Clinical Trials of Losartan to Block Aneurysm Growth in Marfan Syndrome
- Hofmann Bowman MA, Eagle KA, Milewicz DM.
- Update on Clinical Trials of Losartan With and Without Beta-Blockers to Block Aneurysm Growth in Patients With Marfan Syndrome: A Review. JAMA Cardiol 2019;May 8:[Epub ahead of print].
The following are key points to remember from this update on clinical trials of losartan with and without beta-blockers to block aneurysm growth in patients with Marfan syndrome:
- Thoracic aortic aneurysms leading to acute aortic dissections are a significant cause of morbidity and mortality despite significant advances in surgical treatment, the mainstay of therapy for thoracic aortic aneurysms.
- We now have a better understanding of molecular mechanisms that lead to aneurysm formation and dissections of the thoracic aorta.
- The major risk factors for the disease are increased hemodynamic forces, usually due to poorly controlled hypertension, and heritable genetic variants.
- The altered genes predisposing to thoracic aortic disease decrease vascular smooth muscle cell contraction, decrease transforming growth factor β signaling, or alter the extracellular matrix.
- Preclinical studies showed promising results for losartan as a potential therapy to attenuate aortic dilation in mice models of Marfan syndrome.
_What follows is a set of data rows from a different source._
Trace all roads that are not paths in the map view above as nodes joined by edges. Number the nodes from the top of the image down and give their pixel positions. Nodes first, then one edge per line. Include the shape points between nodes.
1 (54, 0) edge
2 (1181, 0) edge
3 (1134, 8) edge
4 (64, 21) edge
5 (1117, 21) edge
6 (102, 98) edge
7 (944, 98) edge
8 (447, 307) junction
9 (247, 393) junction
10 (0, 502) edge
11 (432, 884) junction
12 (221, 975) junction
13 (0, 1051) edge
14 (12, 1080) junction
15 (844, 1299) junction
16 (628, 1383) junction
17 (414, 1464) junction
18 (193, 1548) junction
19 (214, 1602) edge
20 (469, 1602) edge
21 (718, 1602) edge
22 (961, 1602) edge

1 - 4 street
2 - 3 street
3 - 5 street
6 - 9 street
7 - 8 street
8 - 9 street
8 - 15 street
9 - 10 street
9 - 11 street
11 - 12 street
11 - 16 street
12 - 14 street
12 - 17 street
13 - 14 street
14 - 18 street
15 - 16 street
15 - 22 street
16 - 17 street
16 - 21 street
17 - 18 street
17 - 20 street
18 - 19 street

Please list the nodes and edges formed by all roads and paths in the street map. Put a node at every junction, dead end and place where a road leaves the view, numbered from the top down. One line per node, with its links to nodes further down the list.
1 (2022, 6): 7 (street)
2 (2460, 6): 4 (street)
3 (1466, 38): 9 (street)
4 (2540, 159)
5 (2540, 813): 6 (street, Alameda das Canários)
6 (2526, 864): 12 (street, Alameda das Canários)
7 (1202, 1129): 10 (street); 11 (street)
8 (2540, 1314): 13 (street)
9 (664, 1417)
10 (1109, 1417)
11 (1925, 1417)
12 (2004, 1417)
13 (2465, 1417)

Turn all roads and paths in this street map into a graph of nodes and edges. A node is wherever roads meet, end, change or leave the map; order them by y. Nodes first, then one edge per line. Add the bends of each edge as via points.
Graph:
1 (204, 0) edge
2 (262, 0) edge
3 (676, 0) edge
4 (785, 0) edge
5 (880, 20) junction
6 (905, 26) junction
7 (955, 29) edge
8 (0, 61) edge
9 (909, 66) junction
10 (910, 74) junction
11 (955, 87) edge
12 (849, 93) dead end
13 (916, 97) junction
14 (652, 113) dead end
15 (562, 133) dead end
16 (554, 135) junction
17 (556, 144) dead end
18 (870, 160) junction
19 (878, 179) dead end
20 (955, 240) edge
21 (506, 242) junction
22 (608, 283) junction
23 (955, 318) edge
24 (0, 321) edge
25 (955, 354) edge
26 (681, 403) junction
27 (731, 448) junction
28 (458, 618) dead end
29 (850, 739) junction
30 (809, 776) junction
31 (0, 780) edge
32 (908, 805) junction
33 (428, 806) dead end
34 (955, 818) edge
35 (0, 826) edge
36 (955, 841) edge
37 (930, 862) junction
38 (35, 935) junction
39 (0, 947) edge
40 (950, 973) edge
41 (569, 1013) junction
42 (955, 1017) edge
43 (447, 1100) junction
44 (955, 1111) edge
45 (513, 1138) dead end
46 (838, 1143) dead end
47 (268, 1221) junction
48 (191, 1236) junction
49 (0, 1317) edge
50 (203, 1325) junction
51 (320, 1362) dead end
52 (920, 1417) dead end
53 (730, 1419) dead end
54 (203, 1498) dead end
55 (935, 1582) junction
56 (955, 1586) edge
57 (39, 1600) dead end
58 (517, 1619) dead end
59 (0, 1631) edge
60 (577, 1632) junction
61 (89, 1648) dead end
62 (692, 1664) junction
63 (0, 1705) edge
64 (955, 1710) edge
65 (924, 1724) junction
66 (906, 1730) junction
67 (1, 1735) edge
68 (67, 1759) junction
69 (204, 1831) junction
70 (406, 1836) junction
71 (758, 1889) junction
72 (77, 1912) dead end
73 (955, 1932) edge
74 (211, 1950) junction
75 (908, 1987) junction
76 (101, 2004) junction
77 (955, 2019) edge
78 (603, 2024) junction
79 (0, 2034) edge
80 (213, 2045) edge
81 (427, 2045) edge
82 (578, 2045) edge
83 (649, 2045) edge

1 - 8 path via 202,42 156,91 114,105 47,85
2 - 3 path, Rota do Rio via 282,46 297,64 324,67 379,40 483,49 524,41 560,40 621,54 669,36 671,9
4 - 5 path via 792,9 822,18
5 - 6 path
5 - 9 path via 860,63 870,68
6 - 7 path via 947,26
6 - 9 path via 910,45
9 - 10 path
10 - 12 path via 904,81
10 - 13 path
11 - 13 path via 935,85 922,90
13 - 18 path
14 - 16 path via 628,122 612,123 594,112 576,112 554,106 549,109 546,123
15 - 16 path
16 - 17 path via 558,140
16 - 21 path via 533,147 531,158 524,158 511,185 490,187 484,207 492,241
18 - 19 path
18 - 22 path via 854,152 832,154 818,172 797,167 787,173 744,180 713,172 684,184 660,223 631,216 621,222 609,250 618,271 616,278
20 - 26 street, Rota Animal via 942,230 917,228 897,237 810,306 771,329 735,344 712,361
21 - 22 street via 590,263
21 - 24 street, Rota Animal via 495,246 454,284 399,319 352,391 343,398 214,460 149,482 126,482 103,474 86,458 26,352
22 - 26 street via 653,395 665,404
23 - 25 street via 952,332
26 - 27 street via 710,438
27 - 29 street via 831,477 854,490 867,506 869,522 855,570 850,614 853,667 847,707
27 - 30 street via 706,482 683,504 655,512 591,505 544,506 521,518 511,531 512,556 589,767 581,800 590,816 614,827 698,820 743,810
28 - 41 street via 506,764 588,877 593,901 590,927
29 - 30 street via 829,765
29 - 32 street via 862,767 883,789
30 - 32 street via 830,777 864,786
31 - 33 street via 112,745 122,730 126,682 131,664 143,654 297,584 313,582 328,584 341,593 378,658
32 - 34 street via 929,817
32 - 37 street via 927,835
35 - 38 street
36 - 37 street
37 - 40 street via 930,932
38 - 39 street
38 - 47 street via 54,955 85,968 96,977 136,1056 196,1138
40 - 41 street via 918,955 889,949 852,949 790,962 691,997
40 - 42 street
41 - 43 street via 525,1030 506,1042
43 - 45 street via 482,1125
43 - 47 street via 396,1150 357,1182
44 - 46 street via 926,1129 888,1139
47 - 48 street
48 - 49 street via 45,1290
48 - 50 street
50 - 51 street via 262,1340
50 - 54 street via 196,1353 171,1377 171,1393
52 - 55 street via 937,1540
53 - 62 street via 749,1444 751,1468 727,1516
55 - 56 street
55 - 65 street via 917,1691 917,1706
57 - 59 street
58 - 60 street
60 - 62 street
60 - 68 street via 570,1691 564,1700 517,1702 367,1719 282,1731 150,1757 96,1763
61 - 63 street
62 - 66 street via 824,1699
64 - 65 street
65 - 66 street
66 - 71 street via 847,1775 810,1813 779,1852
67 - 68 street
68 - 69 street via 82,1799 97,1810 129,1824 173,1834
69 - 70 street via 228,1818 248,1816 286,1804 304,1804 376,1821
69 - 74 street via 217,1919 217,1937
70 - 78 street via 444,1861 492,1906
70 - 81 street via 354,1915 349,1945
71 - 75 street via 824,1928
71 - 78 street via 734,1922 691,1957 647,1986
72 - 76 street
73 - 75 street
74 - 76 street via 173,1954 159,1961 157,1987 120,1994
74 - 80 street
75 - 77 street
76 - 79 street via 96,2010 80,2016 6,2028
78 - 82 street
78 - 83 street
However, several clinical trials did not conclusively confirm that losartan attenuated aortic aneurysm expansion better than beta-blockers.
- Most importantly, clinical trials assessing whether losartan therapy not only reduces aortic growth but also improves adverse aortic outcomes, including dissection, need for surgery, and death, have not been conducted.
- The largest trial to date, the Pediatric Heart Network trial, sponsored by the National Heart, Lung, and Blood Institute, showed a nonsignificant increase in adverse aortic outcomes, with almost a doubling of adverse events in patients randomized to losartan treatment compared with beta-blockers, suggesting that this study may have been underpowered to assess adverse aortic outcomes.
- Of note, the evidence for beta-blocker therapy to reduce morbidity and mortality in Marfan syndrome is limited to a single small, prospective, randomized, and nonblinded clinical trial. A 2007 meta-analysis of six studies that enrolled a total of 802 patients with Marfan syndrome found no difference between beta-blocker therapy and no treatment with regard to clinical outcomes of mortality and morbidity.
- At this time, the management of hypertension remains a central target for all physicians caring for patients with thoracic aortic disease.
- Based on limited data, it appears reasonable to use beta-blockers as a first-line therapy for thoracic aortic disease with the addition of losartan or other angiotensin-receptor blockers only if a second drug is needed for blood pressure control.
- There is some evidence that drugs that lower blood pressure by decreasing smooth muscle cell contraction (e.g., hydralazine, calcium channel blockers) should not be considered the first line of therapy.
- Available data or lack of data underscore the need for clinical trials adequately powered to assess both aortic aneurysm growth and adverse aortic outcomes to identify effective medical therapies for Marfan syndrome and other aortopathies.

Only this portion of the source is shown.